Big Data series (3)--hadoop cluster fully distributed bad environment construction

Source: Internet
Author: User

Objective

We explained the installation of the Hadoop single node, and we have installed a CentOS 6.8 Linux system through VMware, our goal is to configure a truly fully distributed Hadoop cluster, gossip less, into this topic.

Technical preparation

VMware virtual machine, CentOS 6.8 bit

installation process

Let's take a look at the last one we completed with a single-node Hadoop environment configuration, already configured with a CentOS 6.8 and completed the Java Runtime Environment, the Hosts file configuration, computer name and many other details.

In fact, we've done half of the Hadoop cluster setup since we finished this step, because we know that the benefit of building a virtual machine is to copy the machine directly . Multiple simultaneous operations to reduce the time wasted on separate configurations. This is also the benefit of virtualization technology.

Here, let's go in the detailed operation of the distributed system.

1. You first need to copy the previously created single-instance computer in VMware.

Here, based on the planning of the first article, we need to clone at least three more computers as data storage for datanode data nodes. The previous machine was managed as the Master Master node.

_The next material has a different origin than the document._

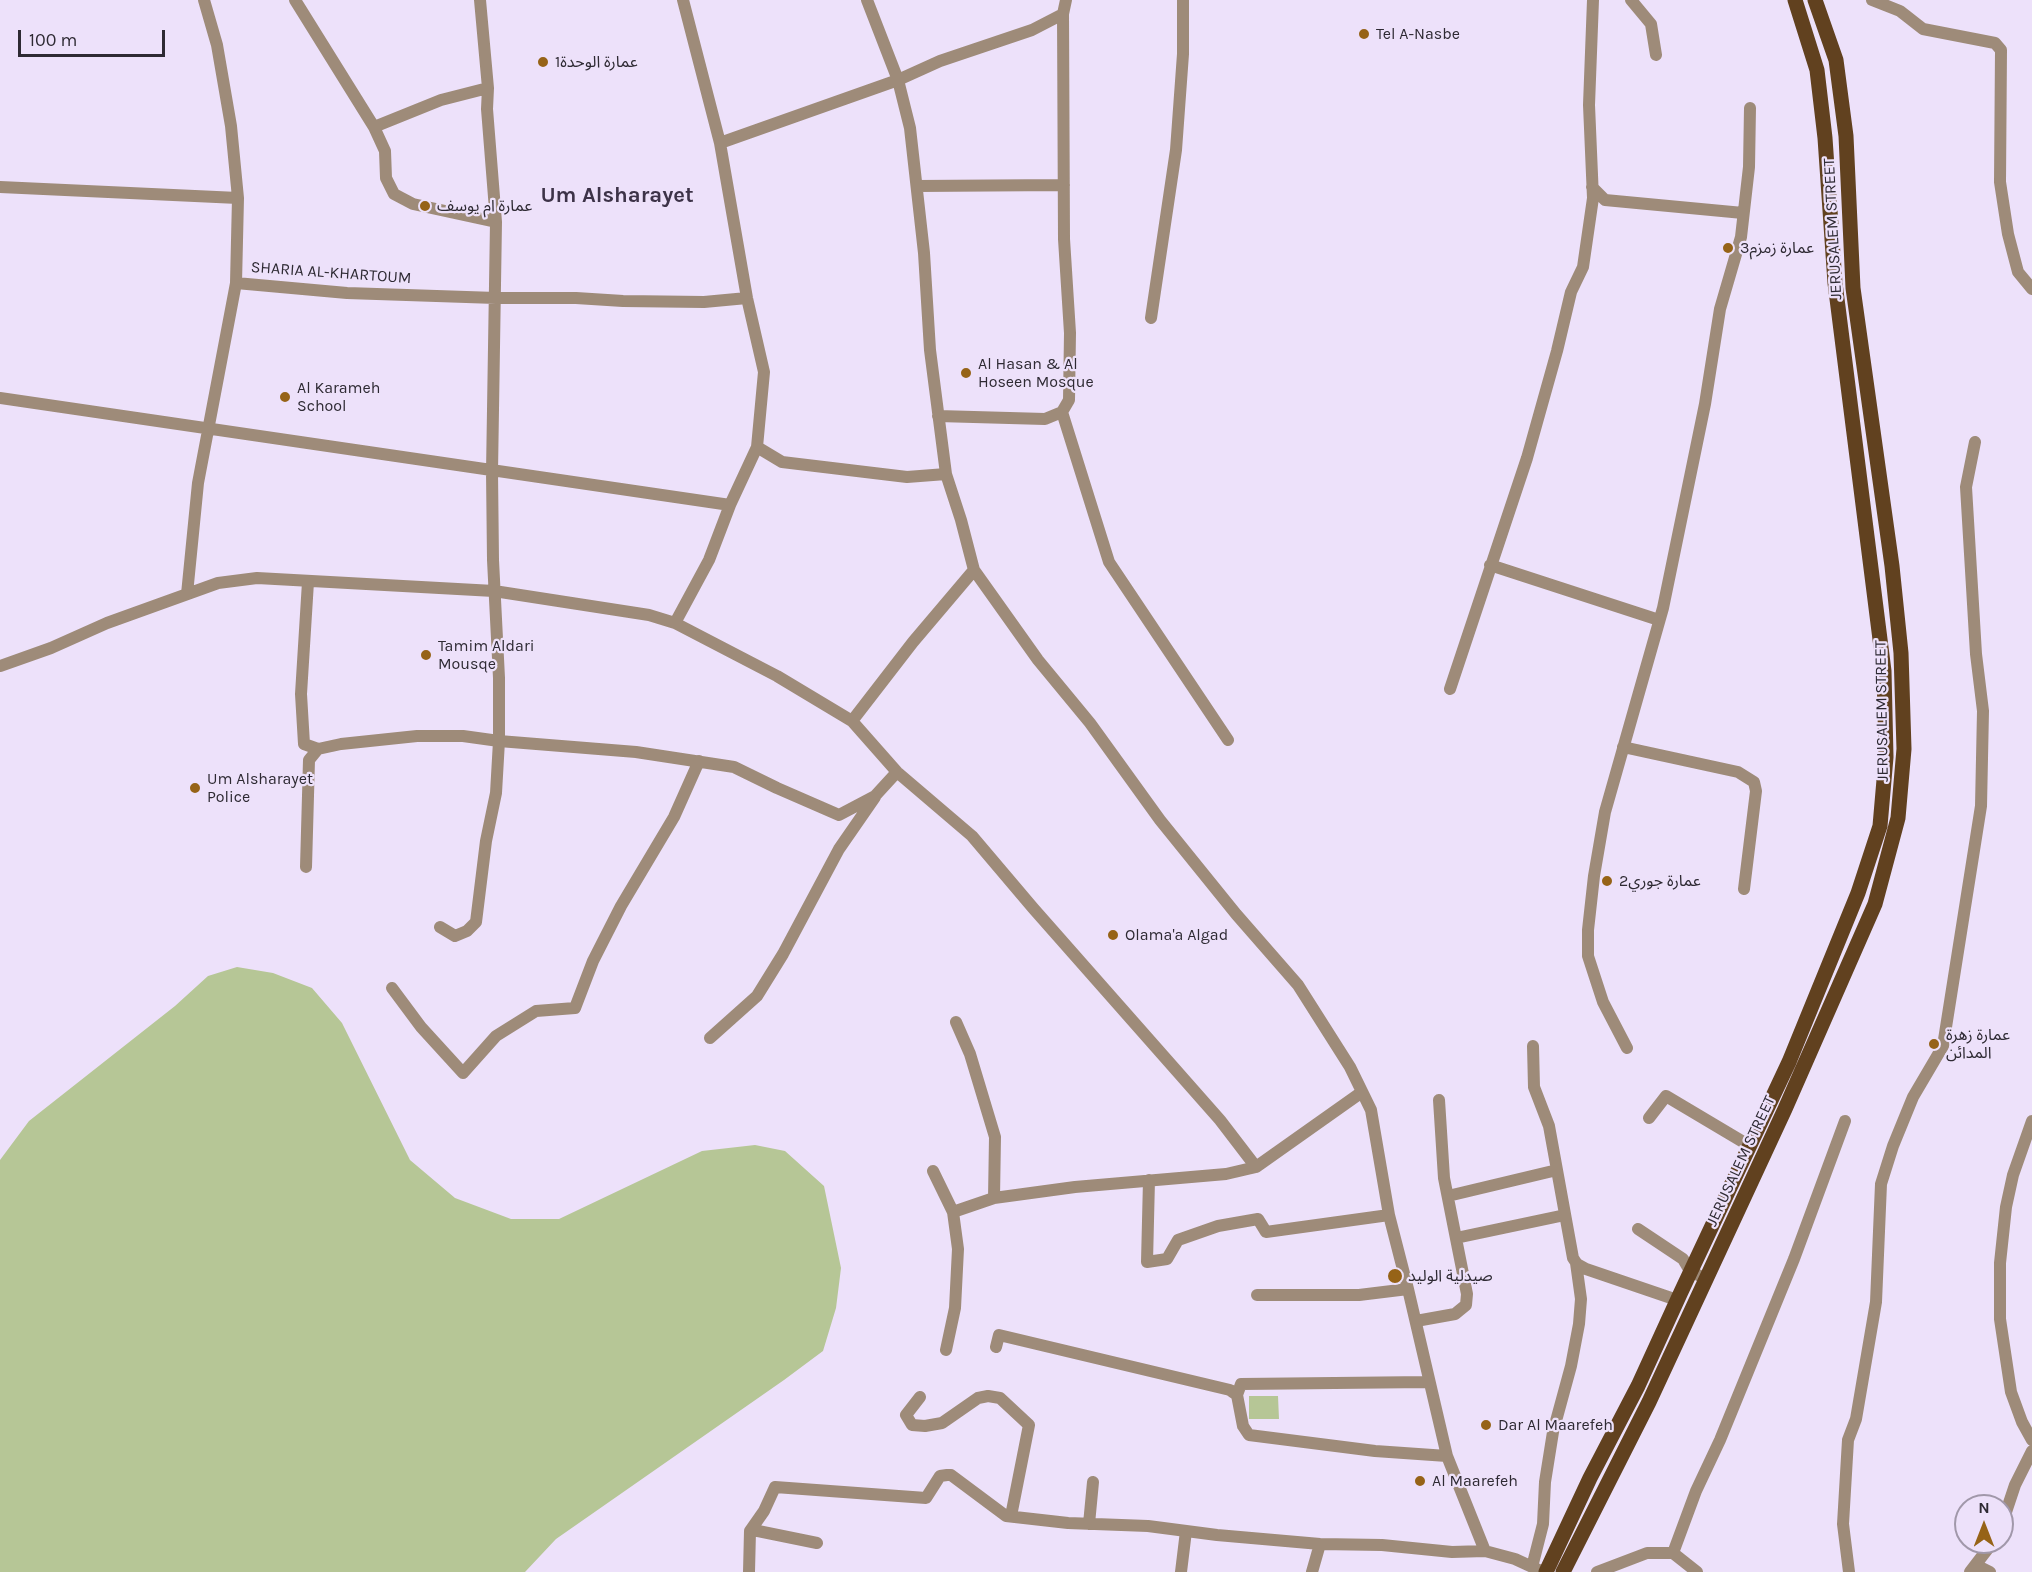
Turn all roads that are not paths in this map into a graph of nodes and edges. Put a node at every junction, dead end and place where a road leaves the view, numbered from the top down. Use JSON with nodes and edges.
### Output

Here first to comb the entire Hadoop cluster's physical architecture diagram, we have a direct concept and understanding, the above table has been and clear, a total of 5 servers to use, four to build Hadoop cluster use, and another ( optional ) is used as a perimeter management Hadoop cluster such as MySQL.

We generally manage the entire Hadoop cluster by connecting this machine directly to the periphery when we develop it.

According to the above physical planning diagram should have a clear understanding of the entire architecture, OK, let's do the actual exercise.

Copying virtual machines in VMware is a relatively straightforward process. As follows:

Then, just the next step, it's important to remember that you must choose to clone a complete instead of a snapshot.

Then, you can enter the machine name according to the computer name. After cloning the machine is as follows:

2, configure the machine information of each slave node.

The configuration of each slave server is basically divided into the following basic parts:

    • First you need to manually change the computer name and Hosts file for each slave node (must!). )
    • Then configure each slave node memory value, in the first article I have analyzed, here can set the memory value here than the master node less, (Local tyrants company ignored!) )
    • The last configuration is the storage, this self based on the previous calculation formula can be.

First, to enter the various machines to change the Hosts file and computer name, in the previous article I have introduced, you can go through a page, here directly write the script as follows:

vim/etc/sysconfig//etc/hosts

The computer name and the hosts configuration file are completed as planned, and the IP address of the same network is set to a fixed address according to the plan.

After all this is configured, after restarting each machine, ensure that the nodes can be ping through (Focus!!! )。

Then the rest of the memory configuration, directly shut down the virtual machine, in VMware settings can be, very simple.

Adjust it as needed, and then if possible, try to set the primary node Master's Cup processor to multi-core, so the reason for the setup, I have already analyzed in detail in the first article.

At this point, the basic configuration of each server has been completed.

After a series of processes above, it is not found that the virtual machine copy this way to save a lot of additional configuration time, such as: Install the operating system, download the Hadoop installation package, build Java environment.

3, configure SSH without password configuration.

First to explain the concept and use of SSH;

SSH is the abbreviation for secure Shell , which is developed by the IETF Network Working Group, and SSH is a security protocol based on the application layer and the transport layer. SSH is currently a more reliable protocol that provides security for Telnet sessions and other network services. The use of SSH protocol can effectively prevent the information leakage in the remote management process. SSH was originally a program on a UNIX system, and later expanded quickly to other operating platforms. SSH can compensate for vulnerabilities in the network when it is used correctly. The SSH client is available on a variety of platforms. Almost all UNIX platforms-including HP-UX,Linux,AIX,Solaris,Digital UNIX, Irix, as well as other platforms, can run SSH.

Above is the official meaning of SSH, from the Baidu Encyclopedia.

Let me summarize the purpose of SSH in the Hadoop cluster.

The so-called ssh simple sentence is: The same user without password login to each machine . In fact, all of the Hadoop cluster as a distributed computing framework, need to operate the services of each node, and the operation of the process needs to be unified by a same user, but the same user log on different servers require a password or key for authentication. To avoid this verification process, a unified security protocol is used: SSH.

In fact, the principle of SSH is very simple, is to advance the unified user's password encryption to form a key for distribution, and then distributed to the various servers, each server to the secret key into the current system user group, so that the user does not need to enter a password to login operation.

Hope, I explained above you crossing can see the meaning inside.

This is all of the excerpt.